C) Sistema aeróbio: A produção aeróbia de ATP também é ativada no exercício intenso. Apesar de pouca energia ser provida por meio do sistema aeróbio nos segundos iniciais (5-10s) aproximadamente 50% da energia é fornecida pelo sistema aeróbio durante os 5s finais de um sprint máximo de 30 s, por exemplo. Em exercícios de média e longa duração, abaixo de 100% do VO2 máximo, a geração aeróbia de ATP predomina, pois há tempo de mobilizar gordura e carboidrato do músculo, fígado e tecido adiposo.
Se transferirmos para a prática, temos exemplos de como ativar e recrutar esses sistemas para causar os ajustes fisiológicos que estão de acordo com os nossos objetivos e necessidades para a prescrição do exercício.
Tabela 1 - Estimativa de tempo de esforço máximo para estímulos de potência e capacidade dos sistemas energéticos (Wells et al., 2009)
Valência | Tempo em que o sistema suporta o seu máximo. | Tempo de Recuperação do sistema |
Potência Anaeróbia Alática (ATP-PCr) | 5-10 s | 3 a 5 min |
Capacidade Anaeróbia Alática | 10 – 15s | 3 a 5 min |
Potência Anaeróbia Lática ou Glicolítica | 20-30 s | 1 – 2 horas |
Capacidade Anaeróbia Lática Ou Glicolítica | 30-90 s | 1 – 2 horas |
Potência Aeróbia | 180 s | 30-60 min |
Capacidade Aeróbia | ilimitado | 30-60 min |
Então vamos a alguns exemplos práticos de como ativar esses sistemas na prescrição do exercício:
Objetivo: Potência Anaeróbia Alática no Futebol
Tarefa | Séries x reps | Intervalo de recuperação | Objetivos |
Sprint máximo de corrida com mudança de direção (20 m + 20 m = 40 m | 3 x (8 x 40 m com 20s de recuperação entre as repetições) | 5 min de recuperação entre as séries (1 série seria cada bloco de 8 x 40 m) | Aumentar a potência e capacidade alática e potência lática do atleta. |
Descrição da atividade
Os 40 m realizados em velocidade máxima podem variar de 5 a 8s por exemplo. Então cada seria teria 8s de esforço e 20s de recuperação (razão esforço pausa de 1:2,5). Isso estimularia o sistema ATP-PCr ao máximo. Os 20s de intervalo entre as repetições são insuficientes para a recuperação completa do sistema, então nas repetições subsequentes haverá cada vez mais participação da glicólise anaeróbia e sistema aeróbio. O intervalo de 5 minutos entre as séries (bloco de 8 x 40 m) serve para recuperar a maior quantidade possível de PCr e o atleta conseguir realizar os sprints em velocidade máxima na próxima série.

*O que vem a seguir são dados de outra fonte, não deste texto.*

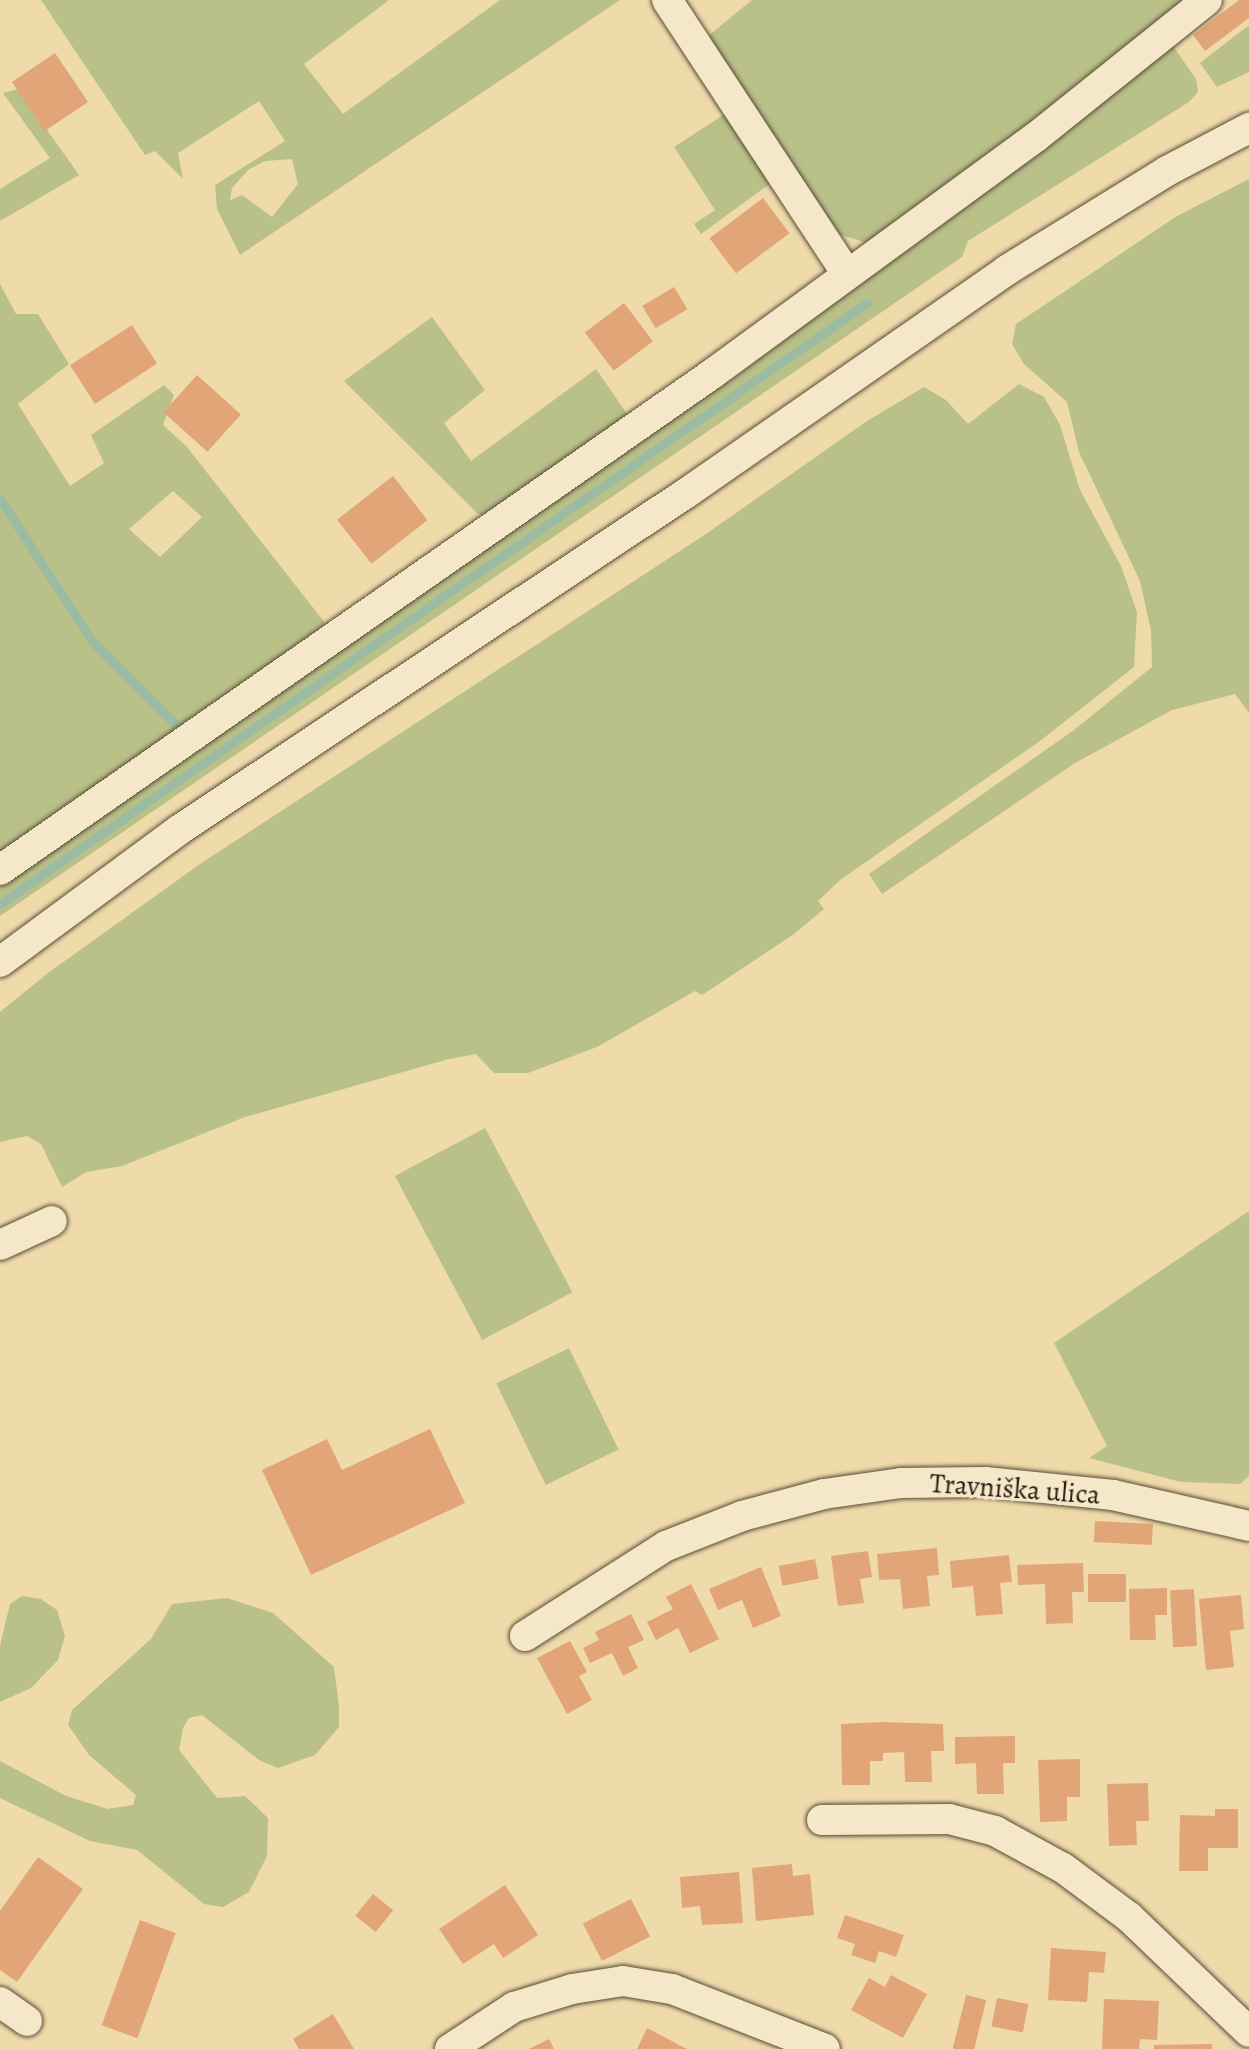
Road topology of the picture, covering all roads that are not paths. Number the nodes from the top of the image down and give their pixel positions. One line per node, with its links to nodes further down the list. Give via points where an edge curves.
1 (667, 0): 4 (street)
2 (1207, 0): 4 (street, via 1036,137)
3 (1249, 128): 6 (street, via 1167,171 1007,270 685,494 192,821)
4 (845, 271): 5 (street, via 483,537)
5 (0, 870)
6 (0, 962)
7 (52, 1221): 8 (street)
8 (0, 1245)
9 (1249, 1526): 10 (street, Travniška ulica, via 1113,1495 985,1482 901,1483 824,1494 742,1516 666,1546)
10 (525, 1636)
11 (822, 1820): 14 (street, via 949,1819 995,1831 1063,1868 1129,1917)
12 (0, 2002): 13 (street)
13 (27, 2021)
14 (1249, 2032)
15 (450, 2049): 16 (street, via 514,2007 572,1989 623,1981 672,1989)
16 (825, 2049)

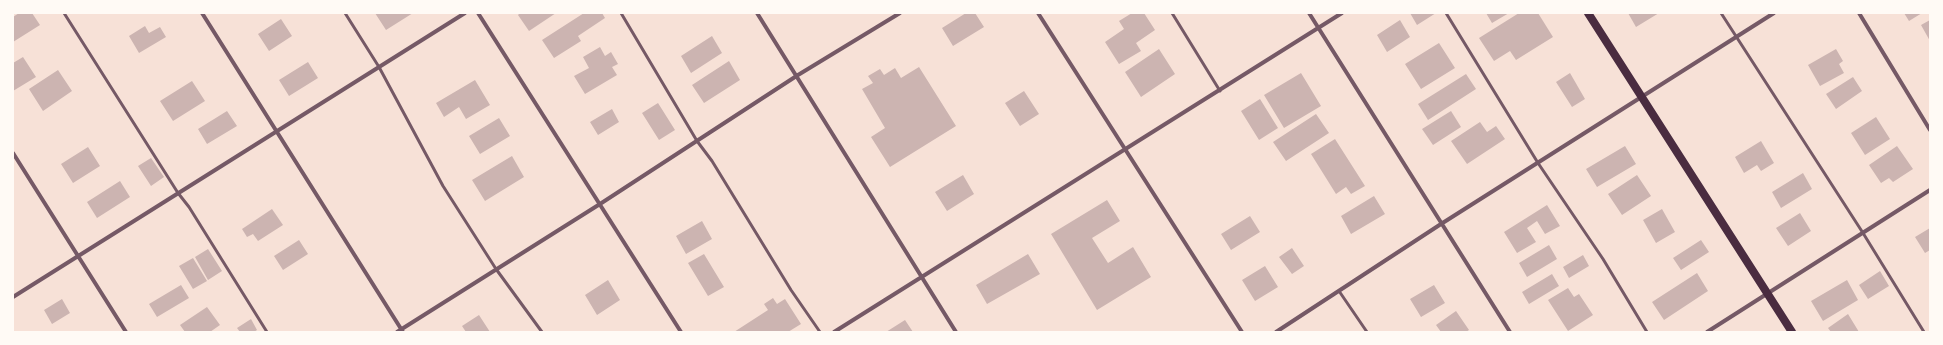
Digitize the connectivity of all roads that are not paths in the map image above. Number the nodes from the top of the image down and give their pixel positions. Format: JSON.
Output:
{"nodes":[{"id":1,"x":64,"y":13,"type":"edge"},
{"id":2,"x":202,"y":13,"type":"edge"},
{"id":3,"x":346,"y":13,"type":"edge"},
{"id":4,"x":465,"y":13,"type":"edge"},
{"id":5,"x":478,"y":13,"type":"edge"},
{"id":6,"x":621,"y":13,"type":"edge"},
{"id":7,"x":758,"y":13,"type":"edge"},
{"id":8,"x":900,"y":13,"type":"edge"},
{"id":9,"x":1038,"y":13,"type":"edge"},
{"id":10,"x":1172,"y":13,"type":"edge"},
{"id":11,"x":1309,"y":13,"type":"edge"},
{"id":12,"x":1342,"y":13,"type":"edge"},
{"id":13,"x":1446,"y":13,"type":"edge"},
{"id":14,"x":1588,"y":13,"type":"edge"},
{"id":15,"x":1721,"y":13,"type":"edge"},
{"id":16,"x":1774,"y":13,"type":"edge"},
{"id":17,"x":1859,"y":13,"type":"edge"},
{"id":18,"x":1319,"y":28,"type":"junction"},
{"id":19,"x":1736,"y":38,"type":"junction"},
{"id":20,"x":378,"y":68,"type":"junction"},
{"id":21,"x":798,"y":75,"type":"junction"},
{"id":22,"x":1220,"y":91,"type":"junction"},
{"id":23,"x":1642,"y":98,"type":"junction"},
{"id":24,"x":1930,"y":130,"type":"edge"},
{"id":25,"x":276,"y":132,"type":"junction"},
{"id":26,"x":697,"y":141,"type":"junction"},
{"id":27,"x":1125,"y":150,"type":"junction"},
{"id":28,"x":13,"y":153,"type":"edge"},
{"id":29,"x":1538,"y":163,"type":"junction"},
{"id":30,"x":1930,"y":190,"type":"edge"},
{"id":31,"x":178,"y":193,"type":"junction"},
{"id":32,"x":600,"y":204,"type":"junction"},
{"id":33,"x":1441,"y":224,"type":"junction"},
{"id":34,"x":1863,"y":233,"type":"junction"},
{"id":35,"x":77,"y":256,"type":"junction"},
{"id":36,"x":496,"y":269,"type":"junction"},
{"id":37,"x":922,"y":278,"type":"junction"},
{"id":38,"x":1339,"y":291,"type":"junction"},
{"id":39,"x":1768,"y":294,"type":"junction"},
{"id":40,"x":13,"y":298,"type":"edge"},
{"id":41,"x":402,"y":331,"type":"edge"},
{"id":42,"x":126,"y":332,"type":"edge"},
{"id":43,"x":267,"y":332,"type":"edge"},
{"id":44,"x":397,"y":332,"type":"edge"},
{"id":45,"x":542,"y":332,"type":"edge"},
{"id":46,"x":681,"y":332,"type":"edge"},
{"id":47,"x":820,"y":332,"type":"edge"},
{"id":48,"x":834,"y":332,"type":"edge"},
{"id":49,"x":956,"y":332,"type":"edge"},
{"id":50,"x":1242,"y":332,"type":"edge"},
{"id":51,"x":1276,"y":332,"type":"edge"},
{"id":52,"x":1367,"y":332,"type":"edge"},
{"id":53,"x":1510,"y":332,"type":"edge"},
{"id":54,"x":1647,"y":332,"type":"edge"},
{"id":55,"x":1707,"y":332,"type":"edge"},
{"id":56,"x":1792,"y":332,"type":"edge"},
{"id":57,"x":1924,"y":332,"type":"edge"}],
"edges":[{"from":1,"to":31,"type":"lane"},
{"from":2,"to":25,"type":"street"},
{"from":3,"to":20,"type":"lane"},
{"from":4,"to":20,"type":"street"},
{"from":5,"to":32,"type":"street"},
{"from":6,"to":26,"type":"lane"},
{"from":7,"to":21,"type":"street"},
{"from":8,"to":21,"type":"street"},
{"from":9,"to":27,"type":"street"},
{"from":10,"to":22,"type":"lane"},
{"from":11,"to":18,"type":"street"},
{"from":12,"to":18,"type":"street"},
{"from":13,"to":29,"type":"lane"},
{"from":14,"to":23,"type":"main road"},
{"from":15,"to":19,"type":"lane"},
{"from":16,"to":19,"type":"street"},
{"from":17,"to":24,"type":"street"},
{"from":18,"to":22,"type":"street"},
{"from":18,"to":33,"type":"street"},
{"from":19,"to":23,"type":"street"},
{"from":19,"to":34,"type":"lane"},
{"from":20,"to":25,"type":"street"},
{"from":20,"to":36,"type":"lane"},
{"from":21,"to":26,"type":"street"},
{"from":21,"to":37,"type":"street"},
{"from":22,"to":27,"type":"street"},
{"from":23,"to":29,"type":"street"},
{"from":23,"to":39,"type":"main road"},
{"from":25,"to":31,"type":"street"},
{"from":25,"to":41,"type":"street"},
{"from":26,"to":32,"type":"street"},
{"from":26,"to":47,"type":"lane"},
{"from":27,"to":37,"type":"street"},
{"from":27,"to":50,"type":"street"},
{"from":28,"to":35,"type":"street"},
{"from":29,"to":33,"type":"street"},
{"from":29,"to":54,"type":"lane"},
{"from":30,"to":34,"type":"street"},
{"from":31,"to":35,"type":"street"},
{"from":31,"to":43,"type":"lane"},
{"from":32,"to":36,"type":"street"},
{"from":32,"to":46,"type":"street"},
{"from":33,"to":38,"type":"street"},
{"from":33,"to":53,"type":"street"},
{"from":34,"to":39,"type":"street"},
{"from":34,"to":57,"type":"lane"},
{"from":35,"to":40,"type":"street"},
{"from":35,"to":42,"type":"street"},
{"from":36,"to":41,"type":"street"},
{"from":36,"to":45,"type":"lane"},
{"from":37,"to":48,"type":"street"},
{"from":37,"to":49,"type":"street"},
{"from":38,"to":51,"type":"street"},
{"from":38,"to":52,"type":"lane"},
{"from":39,"to":55,"type":"street"},
{"from":39,"to":56,"type":"main road"},
{"from":41,"to":44,"type":"street"}]}
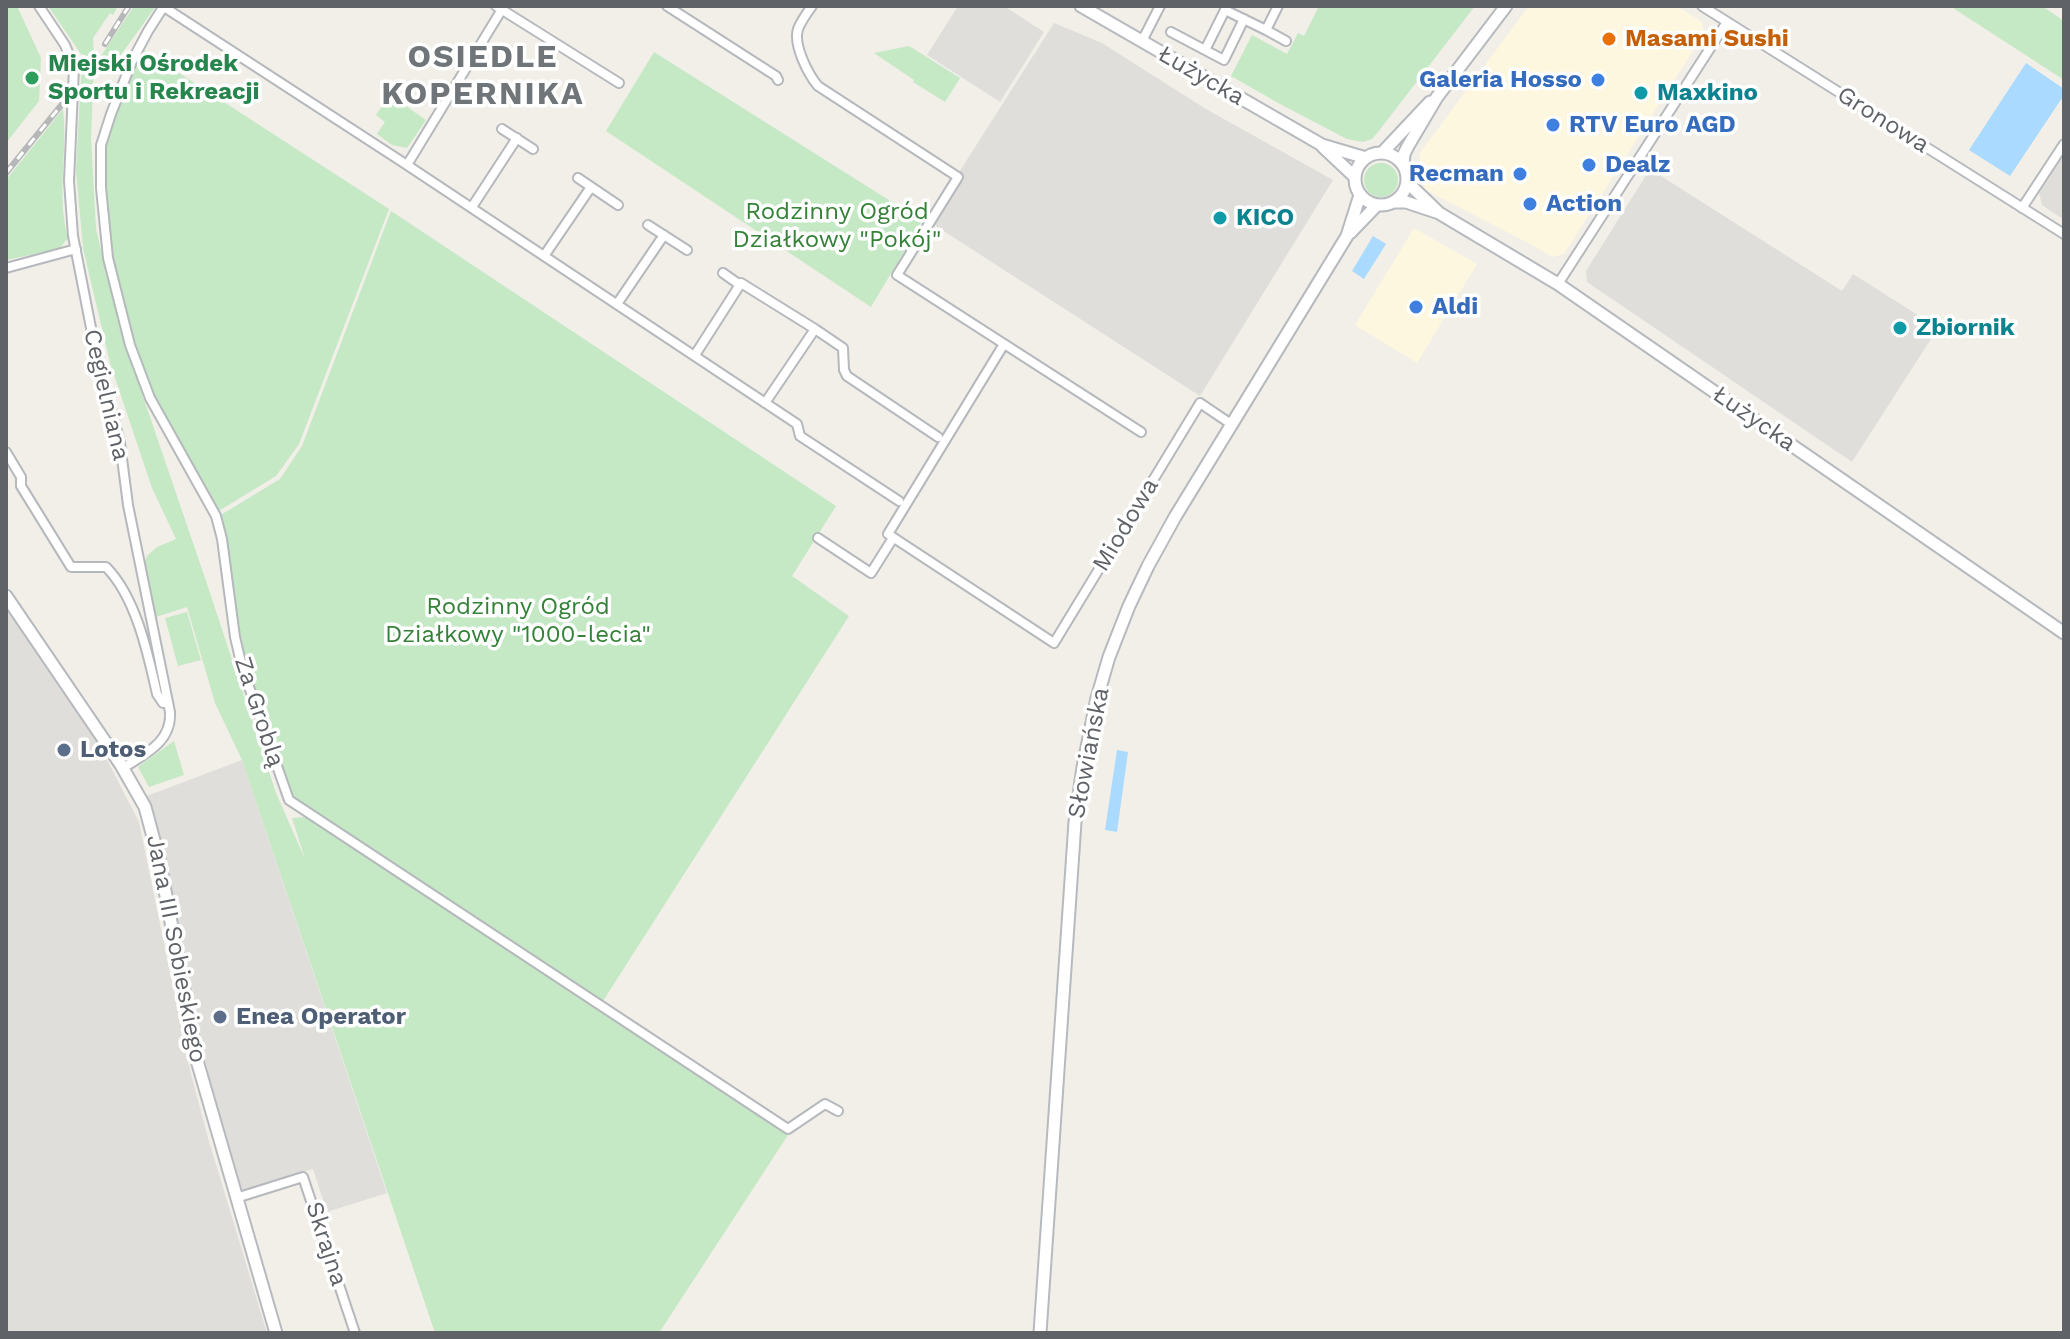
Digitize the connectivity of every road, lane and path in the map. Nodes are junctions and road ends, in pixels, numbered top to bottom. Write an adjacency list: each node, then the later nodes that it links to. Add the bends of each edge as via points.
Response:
1 (39, 6): 46 (street, Cegielniana, via 74,67 69,194)
2 (164, 6): 29 (street); 69 (street, Za Groblą, via 132,61 101,145 108,258 150,398 216,516 242,667 289,800 788,1129 825,1104)
3 (667, 6): 19 (street)
4 (812, 6): 55 (street, via 797,36 810,77 958,177 897,275)
5 (1081, 6): 16 (street, Łużycka)
6 (1160, 6): 16 (street)
7 (1278, 6): 14 (street)
8 (1506, 6): 21 (street)
9 (1702, 6): 13 (street, Gronowa)
10 (501, 7): 20 (street); 29 (street)
11 (1226, 8): 12 (street); 18 (street)
12 (1244, 19): 14 (street); 18 (street, via 1224,60)
13 (1727, 22): 40 (street, Gronowa); 51 (street)
14 (1266, 30): 17 (street)
15 (1171, 32): 18 (street)
16 (1142, 41): 25 (street, Łużycka)
17 (1286, 41)
18 (1205, 50)
19 (778, 80)
20 (619, 83)
21 (1437, 97): 27 (street); 30 (street, via 1404,154)
22 (502, 129): 23 (street)
23 (517, 138): 26 (street); 39 (street)
24 (2064, 144): 40 (street)
25 (1322, 145): 28 (street, Łużycka); 31 (street, Łużycka)
26 (533, 149)
27 (1382, 153): 28 (street); 30 (street)
28 (1366, 158): 31 (street)
29 (407, 165): 39 (street)
30 (1403, 165): 33 (street)
31 (1355, 177): 35 (street)
32 (578, 178): 34 (street)
33 (1408, 183): 36 (street); 41 (street, Łużycka)
34 (591, 187): 37 (street); 48 (street)
35 (1360, 195): 38 (street); 45 (street, Słowiańska)
36 (1395, 202): 38 (street); 41 (street, Łużycka)
37 (618, 205)
38 (1377, 205): 45 (street, Słowiańska)
39 (472, 207): 48 (street)
40 (2022, 208): 43 (street, Gronowa)
41 (1439, 213): 51 (street, Łużycka)
42 (648, 225): 44 (street)
43 (2064, 234)
44 (664, 235): 47 (street); 53 (street)
45 (1347, 236): 58 (street, Słowiańska)
46 (76, 249): 49 (street); 67 (street, Cegielniana, via 120,443)
47 (687, 250)
48 (544, 256): 53 (street)
49 (6, 268)
50 (723, 273): 52 (street)
51 (1558, 284): 66 (street, Łużycka)
52 (740, 285): 54 (street); 56 (street)
53 (617, 304): 56 (street)
54 (815, 329): 57 (street); 60 (street, via 843,348 847,376)
55 (1004, 344): 59 (street); 64 (street, via 888,534)
56 (695, 355): 57 (street)
57 (765, 403): 62 (street, via 797,424 800,436)
58 (1231, 424): 64 (street, Miodowa, via 1200,403 1054,643); 73 (street, Słowiańska, via 1136,591 1092,717 1075,822)
59 (1141, 432)
60 (938, 437)
61 (8, 456): 67 (street, via 71,567 106,567 122,588 157,694)
62 (899, 501)
63 (818, 538): 64 (street, via 871,573)
64 (893, 538)
65 (6, 596): 68 (street, Jana III Sobieskiego)
66 (2064, 633)
67 (168, 702): 68 (street, Cegielniana, via 165,735)
68 (123, 768): 70 (street, Jana III Sobieskiego, via 151,824 198,1064)
69 (838, 1111)
70 (236, 1198): 71 (street, Jana III Sobieskiego); 72 (street, Skrajna, via 303,1177)
71 (276, 1333)
72 (355, 1333)
73 (1040, 1333)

A duração de cada série é de 204 s (3 min e 24 s), quando se soma esforço e pausa, o que caracteriza também grande ativação do sistema aeróbio. Se o esforço é máximo em cada repetição, o somatório destes eleva gradualmente a participação dos sistemas glicolítico e aeróbio na produção de energia, se mostrando uma boa estratégia para melhorar também a potência e capacidade lática e a potência aeróbia.
Sobre a especificidade
Repare que essa é uma situação hipotética que acontece no jogo de futebol, ou seja, sprints repetidos com mudança de direção, recuperação incompleta entre os sprints, momentos em que é possível recuperar mais (atendimento médico, intervalo entre os tempos e consulta ao árbitro de vídeo).